Segment Open
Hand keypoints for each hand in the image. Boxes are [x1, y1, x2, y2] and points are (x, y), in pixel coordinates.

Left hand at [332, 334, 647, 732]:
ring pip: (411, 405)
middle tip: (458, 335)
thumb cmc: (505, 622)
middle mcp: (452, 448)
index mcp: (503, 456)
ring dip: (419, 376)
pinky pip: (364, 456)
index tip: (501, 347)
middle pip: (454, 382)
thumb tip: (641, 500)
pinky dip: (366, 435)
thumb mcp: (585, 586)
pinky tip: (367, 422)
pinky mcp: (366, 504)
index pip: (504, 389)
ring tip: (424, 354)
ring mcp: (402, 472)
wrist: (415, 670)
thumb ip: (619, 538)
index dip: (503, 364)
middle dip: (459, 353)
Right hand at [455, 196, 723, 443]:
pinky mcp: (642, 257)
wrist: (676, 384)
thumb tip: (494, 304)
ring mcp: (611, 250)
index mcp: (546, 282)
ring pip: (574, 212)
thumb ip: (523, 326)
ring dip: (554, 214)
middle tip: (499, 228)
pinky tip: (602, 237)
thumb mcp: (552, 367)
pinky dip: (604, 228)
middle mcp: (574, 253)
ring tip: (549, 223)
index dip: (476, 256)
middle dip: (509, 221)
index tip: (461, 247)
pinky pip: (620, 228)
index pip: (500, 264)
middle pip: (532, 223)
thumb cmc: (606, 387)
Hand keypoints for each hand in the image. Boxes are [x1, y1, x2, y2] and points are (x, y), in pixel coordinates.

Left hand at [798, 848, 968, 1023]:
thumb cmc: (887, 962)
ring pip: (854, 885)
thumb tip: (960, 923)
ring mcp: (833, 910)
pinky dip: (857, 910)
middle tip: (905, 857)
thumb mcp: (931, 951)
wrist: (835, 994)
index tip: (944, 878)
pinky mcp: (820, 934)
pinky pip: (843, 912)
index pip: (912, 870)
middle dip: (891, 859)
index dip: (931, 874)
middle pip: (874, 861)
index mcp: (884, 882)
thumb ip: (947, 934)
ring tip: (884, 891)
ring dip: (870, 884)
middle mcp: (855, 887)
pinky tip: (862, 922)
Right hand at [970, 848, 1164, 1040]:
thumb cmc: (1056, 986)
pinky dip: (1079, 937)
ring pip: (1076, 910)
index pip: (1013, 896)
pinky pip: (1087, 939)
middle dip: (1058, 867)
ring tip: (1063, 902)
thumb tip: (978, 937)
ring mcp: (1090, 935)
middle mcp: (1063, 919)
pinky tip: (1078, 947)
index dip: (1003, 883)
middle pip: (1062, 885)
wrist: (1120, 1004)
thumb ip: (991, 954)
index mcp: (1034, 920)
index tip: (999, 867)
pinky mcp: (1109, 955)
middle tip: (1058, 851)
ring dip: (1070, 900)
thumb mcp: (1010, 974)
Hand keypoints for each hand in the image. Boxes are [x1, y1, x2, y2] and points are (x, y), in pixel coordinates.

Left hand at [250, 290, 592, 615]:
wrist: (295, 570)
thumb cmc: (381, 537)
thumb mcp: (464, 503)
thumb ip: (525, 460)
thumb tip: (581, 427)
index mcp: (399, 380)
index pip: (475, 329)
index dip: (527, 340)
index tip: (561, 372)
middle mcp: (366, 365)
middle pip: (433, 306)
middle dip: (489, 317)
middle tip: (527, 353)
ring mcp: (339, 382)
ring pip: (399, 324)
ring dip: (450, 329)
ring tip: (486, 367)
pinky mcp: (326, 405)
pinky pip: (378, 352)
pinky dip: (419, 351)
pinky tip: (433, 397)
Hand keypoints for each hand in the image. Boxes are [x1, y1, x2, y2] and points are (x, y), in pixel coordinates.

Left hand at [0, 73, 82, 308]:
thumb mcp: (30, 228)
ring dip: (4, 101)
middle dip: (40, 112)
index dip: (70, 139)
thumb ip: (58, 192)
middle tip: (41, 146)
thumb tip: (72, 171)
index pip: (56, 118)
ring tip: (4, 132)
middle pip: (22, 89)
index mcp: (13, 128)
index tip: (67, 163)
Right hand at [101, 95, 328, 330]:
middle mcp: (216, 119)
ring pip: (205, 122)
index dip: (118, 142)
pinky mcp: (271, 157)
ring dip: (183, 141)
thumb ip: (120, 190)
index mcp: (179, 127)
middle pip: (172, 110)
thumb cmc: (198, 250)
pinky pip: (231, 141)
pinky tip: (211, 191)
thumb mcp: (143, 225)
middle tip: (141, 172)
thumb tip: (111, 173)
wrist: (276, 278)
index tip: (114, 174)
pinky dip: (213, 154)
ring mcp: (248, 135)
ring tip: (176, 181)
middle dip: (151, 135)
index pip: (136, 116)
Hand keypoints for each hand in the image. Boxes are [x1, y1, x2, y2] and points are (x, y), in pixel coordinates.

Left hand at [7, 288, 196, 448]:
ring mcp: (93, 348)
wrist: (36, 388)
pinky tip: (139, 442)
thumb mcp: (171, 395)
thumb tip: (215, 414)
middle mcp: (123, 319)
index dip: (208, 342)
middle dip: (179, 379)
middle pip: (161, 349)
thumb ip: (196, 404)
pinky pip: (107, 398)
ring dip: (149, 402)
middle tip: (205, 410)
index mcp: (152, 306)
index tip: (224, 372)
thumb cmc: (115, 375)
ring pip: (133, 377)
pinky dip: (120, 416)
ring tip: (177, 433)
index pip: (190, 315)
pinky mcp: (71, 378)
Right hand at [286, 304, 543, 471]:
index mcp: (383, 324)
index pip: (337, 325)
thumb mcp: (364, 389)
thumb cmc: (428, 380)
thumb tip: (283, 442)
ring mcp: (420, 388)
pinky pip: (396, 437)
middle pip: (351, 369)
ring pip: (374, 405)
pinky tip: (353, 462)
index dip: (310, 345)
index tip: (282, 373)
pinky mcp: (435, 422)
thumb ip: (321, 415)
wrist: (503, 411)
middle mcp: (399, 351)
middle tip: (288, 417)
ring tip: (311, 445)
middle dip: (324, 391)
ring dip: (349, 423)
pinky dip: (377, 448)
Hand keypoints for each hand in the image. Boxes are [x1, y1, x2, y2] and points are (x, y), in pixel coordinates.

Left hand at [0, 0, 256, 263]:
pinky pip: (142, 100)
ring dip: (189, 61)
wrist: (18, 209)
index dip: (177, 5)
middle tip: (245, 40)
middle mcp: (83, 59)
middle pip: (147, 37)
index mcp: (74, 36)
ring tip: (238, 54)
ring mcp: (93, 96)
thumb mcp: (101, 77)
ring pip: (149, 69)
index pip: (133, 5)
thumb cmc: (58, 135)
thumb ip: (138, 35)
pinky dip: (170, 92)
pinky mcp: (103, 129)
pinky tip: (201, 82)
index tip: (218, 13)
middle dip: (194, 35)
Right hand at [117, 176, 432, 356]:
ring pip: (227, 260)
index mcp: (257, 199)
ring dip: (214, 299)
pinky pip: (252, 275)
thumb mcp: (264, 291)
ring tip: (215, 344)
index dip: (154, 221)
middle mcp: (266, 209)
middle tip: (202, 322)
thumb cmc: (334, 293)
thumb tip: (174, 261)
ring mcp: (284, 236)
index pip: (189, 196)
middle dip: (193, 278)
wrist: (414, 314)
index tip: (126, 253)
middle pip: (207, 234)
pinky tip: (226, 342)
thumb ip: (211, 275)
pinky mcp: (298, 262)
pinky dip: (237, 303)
Segment Closed
Directions:
Look over the entries above and tally the lines containing the string "wrist"; the answer is that total only.

Exercise solution:
10